- _Dataset entries_:
=====
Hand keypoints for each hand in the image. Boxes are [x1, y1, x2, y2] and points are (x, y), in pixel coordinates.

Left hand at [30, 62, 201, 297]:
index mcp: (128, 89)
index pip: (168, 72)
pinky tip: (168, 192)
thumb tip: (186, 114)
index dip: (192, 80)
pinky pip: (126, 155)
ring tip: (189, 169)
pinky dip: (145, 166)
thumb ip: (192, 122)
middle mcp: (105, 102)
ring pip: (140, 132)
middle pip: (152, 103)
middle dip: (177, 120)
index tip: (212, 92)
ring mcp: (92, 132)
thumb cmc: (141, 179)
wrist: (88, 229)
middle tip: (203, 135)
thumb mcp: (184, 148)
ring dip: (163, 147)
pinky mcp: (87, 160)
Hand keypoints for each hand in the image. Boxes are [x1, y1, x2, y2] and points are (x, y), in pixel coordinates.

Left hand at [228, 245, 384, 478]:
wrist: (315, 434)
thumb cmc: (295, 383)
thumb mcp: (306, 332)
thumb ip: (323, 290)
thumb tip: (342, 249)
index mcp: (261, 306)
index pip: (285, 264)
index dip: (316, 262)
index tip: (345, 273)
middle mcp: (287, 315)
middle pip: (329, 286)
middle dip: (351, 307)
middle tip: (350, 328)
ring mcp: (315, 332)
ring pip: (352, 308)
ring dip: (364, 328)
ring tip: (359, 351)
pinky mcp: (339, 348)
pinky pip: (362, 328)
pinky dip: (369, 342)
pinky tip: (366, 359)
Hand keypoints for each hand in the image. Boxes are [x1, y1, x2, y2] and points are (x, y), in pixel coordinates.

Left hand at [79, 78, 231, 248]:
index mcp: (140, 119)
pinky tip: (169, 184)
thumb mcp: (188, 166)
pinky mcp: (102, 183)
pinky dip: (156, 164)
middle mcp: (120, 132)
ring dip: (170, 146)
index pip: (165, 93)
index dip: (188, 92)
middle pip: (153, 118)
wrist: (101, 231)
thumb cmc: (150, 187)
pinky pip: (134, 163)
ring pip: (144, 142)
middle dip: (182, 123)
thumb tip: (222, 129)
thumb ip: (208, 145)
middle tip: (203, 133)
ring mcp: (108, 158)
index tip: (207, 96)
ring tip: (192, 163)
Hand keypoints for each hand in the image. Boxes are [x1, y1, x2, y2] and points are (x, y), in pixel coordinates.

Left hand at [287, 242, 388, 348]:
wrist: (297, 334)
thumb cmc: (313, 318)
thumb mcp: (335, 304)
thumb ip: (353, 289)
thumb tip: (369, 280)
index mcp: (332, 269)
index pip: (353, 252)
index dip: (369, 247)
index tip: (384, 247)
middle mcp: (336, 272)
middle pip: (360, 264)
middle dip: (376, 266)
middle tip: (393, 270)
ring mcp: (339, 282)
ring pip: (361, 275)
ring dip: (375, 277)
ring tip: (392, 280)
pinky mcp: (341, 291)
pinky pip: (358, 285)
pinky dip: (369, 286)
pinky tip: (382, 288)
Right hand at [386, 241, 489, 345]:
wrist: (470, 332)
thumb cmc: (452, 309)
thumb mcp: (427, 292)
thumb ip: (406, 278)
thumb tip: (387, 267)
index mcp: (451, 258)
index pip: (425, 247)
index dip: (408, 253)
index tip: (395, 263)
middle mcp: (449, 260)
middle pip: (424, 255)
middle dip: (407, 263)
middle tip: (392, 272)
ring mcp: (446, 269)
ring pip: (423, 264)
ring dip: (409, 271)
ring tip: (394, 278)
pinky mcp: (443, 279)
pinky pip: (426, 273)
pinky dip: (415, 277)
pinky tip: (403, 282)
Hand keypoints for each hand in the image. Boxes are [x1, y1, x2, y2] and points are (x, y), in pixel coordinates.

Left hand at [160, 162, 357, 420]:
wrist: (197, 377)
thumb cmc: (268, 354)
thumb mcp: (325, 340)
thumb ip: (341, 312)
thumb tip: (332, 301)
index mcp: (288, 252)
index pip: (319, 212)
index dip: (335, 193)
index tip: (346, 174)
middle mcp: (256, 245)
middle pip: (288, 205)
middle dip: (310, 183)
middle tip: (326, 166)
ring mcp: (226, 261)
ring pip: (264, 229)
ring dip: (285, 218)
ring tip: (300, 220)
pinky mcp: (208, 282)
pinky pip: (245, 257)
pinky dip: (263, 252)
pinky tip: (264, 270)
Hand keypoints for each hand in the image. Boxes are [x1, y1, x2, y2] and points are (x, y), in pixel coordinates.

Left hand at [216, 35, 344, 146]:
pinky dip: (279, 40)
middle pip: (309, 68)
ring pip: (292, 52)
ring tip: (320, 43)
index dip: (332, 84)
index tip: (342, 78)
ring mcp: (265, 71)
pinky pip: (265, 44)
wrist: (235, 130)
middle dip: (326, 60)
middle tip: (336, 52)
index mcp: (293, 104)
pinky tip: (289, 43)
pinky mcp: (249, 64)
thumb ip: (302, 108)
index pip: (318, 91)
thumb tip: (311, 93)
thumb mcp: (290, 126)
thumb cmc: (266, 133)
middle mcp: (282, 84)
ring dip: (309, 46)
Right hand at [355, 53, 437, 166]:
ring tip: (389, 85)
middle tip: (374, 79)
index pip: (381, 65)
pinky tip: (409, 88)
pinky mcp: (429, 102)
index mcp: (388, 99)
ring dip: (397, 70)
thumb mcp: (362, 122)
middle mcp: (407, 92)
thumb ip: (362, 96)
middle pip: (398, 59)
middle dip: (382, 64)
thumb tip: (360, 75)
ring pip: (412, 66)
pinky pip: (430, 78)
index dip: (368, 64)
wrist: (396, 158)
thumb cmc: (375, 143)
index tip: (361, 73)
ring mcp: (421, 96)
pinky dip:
=====
- _What you need to do_: The full listing above needs to be transcribed exactly.

- _Output for this task_:
Hand keypoints for each hand in the image. Boxes are [x1, y1, x2, y2] and points are (x, y), in pixel coordinates.

Left hand at [30, 62, 201, 297]:
index mcp: (128, 89)
index pip: (168, 72)
pinky tip: (168, 192)
thumb tip: (186, 114)
index dip: (192, 80)
pinky pip: (126, 155)
ring tip: (189, 169)
pinky dip: (145, 166)
thumb ip: (192, 122)
middle mcp: (105, 102)
ring pip: (140, 132)
middle pip: (152, 103)
middle dip: (177, 120)
index tip: (212, 92)
ring mcp: (92, 132)
thumb cmc: (141, 179)
wrist: (88, 229)
middle tip: (203, 135)
thumb mcp: (184, 148)
ring dip: (163, 147)
pinky mcp: (87, 160)
Hand keypoints for each hand in the image. Boxes are [x1, y1, x2, y2] and points are (x, y), in pixel coordinates.

Left hand at [228, 245, 384, 478]:
wrist: (315, 434)
thumb cmc: (295, 383)
thumb mcp: (306, 332)
thumb ip: (323, 290)
thumb tip: (342, 249)
index mcp: (261, 306)
index pip: (285, 264)
index dip: (316, 262)
index tip: (345, 273)
middle mcp: (287, 315)
middle pip: (329, 286)
middle dip: (351, 307)
middle tip: (350, 328)
ring mcp: (315, 332)
ring pip: (352, 308)
ring dip: (364, 328)
ring tip: (359, 351)
pinky mcp: (339, 348)
pinky pip: (362, 328)
pinky dip: (369, 342)
pinky tip: (366, 359)
Hand keypoints for each hand in the image. Boxes are [x1, y1, x2, y2] and points are (x, y), in pixel coordinates.

Left hand at [79, 78, 231, 248]:
index mcp: (140, 119)
pinky tip: (169, 184)
thumb mcp: (188, 166)
pinky mcp: (102, 183)
pinky dip: (156, 164)
middle mcp: (120, 132)
ring dip: (170, 146)
index pip: (165, 93)
index dip: (188, 92)
middle pip: (153, 118)
wrist: (101, 231)
thumb cmc: (150, 187)
pinky pip: (134, 163)
ring pip: (144, 142)
middle dip: (182, 123)
thumb tip: (222, 129)
thumb ip: (208, 145)
middle tip: (203, 133)
ring mcp: (108, 158)
index tip: (207, 96)
ring tip: (192, 163)
Hand keypoints for each hand in the image. Boxes are [x1, y1, x2, y2] and points are (x, y), in pixel coordinates.

Left hand at [287, 242, 388, 348]:
wrist: (297, 334)
thumb cmc: (313, 318)
thumb mcp: (335, 304)
thumb ip: (353, 289)
thumb tip: (369, 280)
index mcp: (332, 269)
index pip: (353, 252)
index dip: (369, 247)
index tip: (384, 247)
middle mcp: (336, 272)
middle pip: (360, 264)
middle dip: (376, 266)
middle tip: (393, 270)
ring mcp: (339, 282)
ring pip: (361, 275)
ring dip: (375, 277)
ring tip: (392, 280)
pinky mcp: (341, 291)
pinky pip: (358, 285)
pinky dip: (369, 286)
pinky tip: (382, 288)
Right hand at [386, 241, 489, 345]:
wrist: (470, 332)
thumb cmc: (452, 309)
thumb mcp: (427, 292)
thumb ip: (406, 278)
thumb tip: (387, 267)
index mcp: (451, 258)
index pip: (425, 247)
index dip: (408, 253)
index tip: (395, 263)
middle mcp: (449, 260)
middle pip: (424, 255)
middle dip: (407, 263)
middle tip: (392, 272)
ring mcp: (446, 269)
ring pip: (423, 264)
ring dip: (409, 271)
ring tip: (394, 278)
pinky mcp: (443, 279)
pinky pip: (426, 273)
pinky dip: (415, 277)
pinky tip: (403, 282)
Hand keypoints for each hand in the image. Boxes are [x1, y1, x2, y2] and points are (x, y), in pixel coordinates.

Left hand at [160, 162, 357, 420]:
wrist: (197, 377)
thumb cmc: (268, 354)
thumb mcp: (325, 340)
thumb ip: (341, 312)
thumb tip: (332, 301)
index mcp: (288, 252)
index pip: (319, 212)
index dip: (335, 193)
index tip: (346, 174)
middle mcp: (256, 245)
middle pip: (288, 205)
middle dip: (310, 183)
middle tip: (326, 166)
ring mcp: (226, 261)
ring pip: (264, 229)
ring dip: (285, 218)
ring tip: (300, 220)
pinky mcp: (208, 282)
pinky pip: (245, 257)
pinky dip: (263, 252)
pinky tip: (264, 270)
Hand keypoints for each hand in the image. Boxes are [x1, y1, x2, y2] and points are (x, y), in pixel coordinates.

Left hand at [216, 35, 344, 146]:
pinky dip: (279, 40)
middle pip: (309, 68)
ring pip: (292, 52)
ring tip: (320, 43)
index dip: (332, 84)
index tip: (342, 78)
ring mcp: (265, 71)
pinky pip: (265, 44)
wrist: (235, 130)
middle dip: (326, 60)
middle tip: (336, 52)
index mcp: (293, 104)
pinky tip: (289, 43)
pinky mcp: (249, 64)
thumb ip: (302, 108)
index pip: (318, 91)
thumb tip: (311, 93)
thumb mcp: (290, 126)
thumb cmc: (266, 133)
middle mcp: (282, 84)
ring dip: (309, 46)
Right hand at [355, 53, 437, 166]:
ring tip: (389, 85)
middle tip: (374, 79)
index pip: (381, 65)
pinky tip: (409, 88)
pinky mcp: (429, 102)
index mcp: (388, 99)
ring dip: (397, 70)
thumb mcp: (362, 122)
middle mcp: (407, 92)
thumb ip: (362, 96)
middle pip: (398, 59)
middle dip: (382, 64)
thumb tip: (360, 75)
ring pip: (412, 66)
pinky pip: (430, 78)
index dip: (368, 64)
wrist: (396, 158)
thumb cmc: (375, 143)
index tip: (361, 73)
ring mcp: (421, 96)
pinky dip:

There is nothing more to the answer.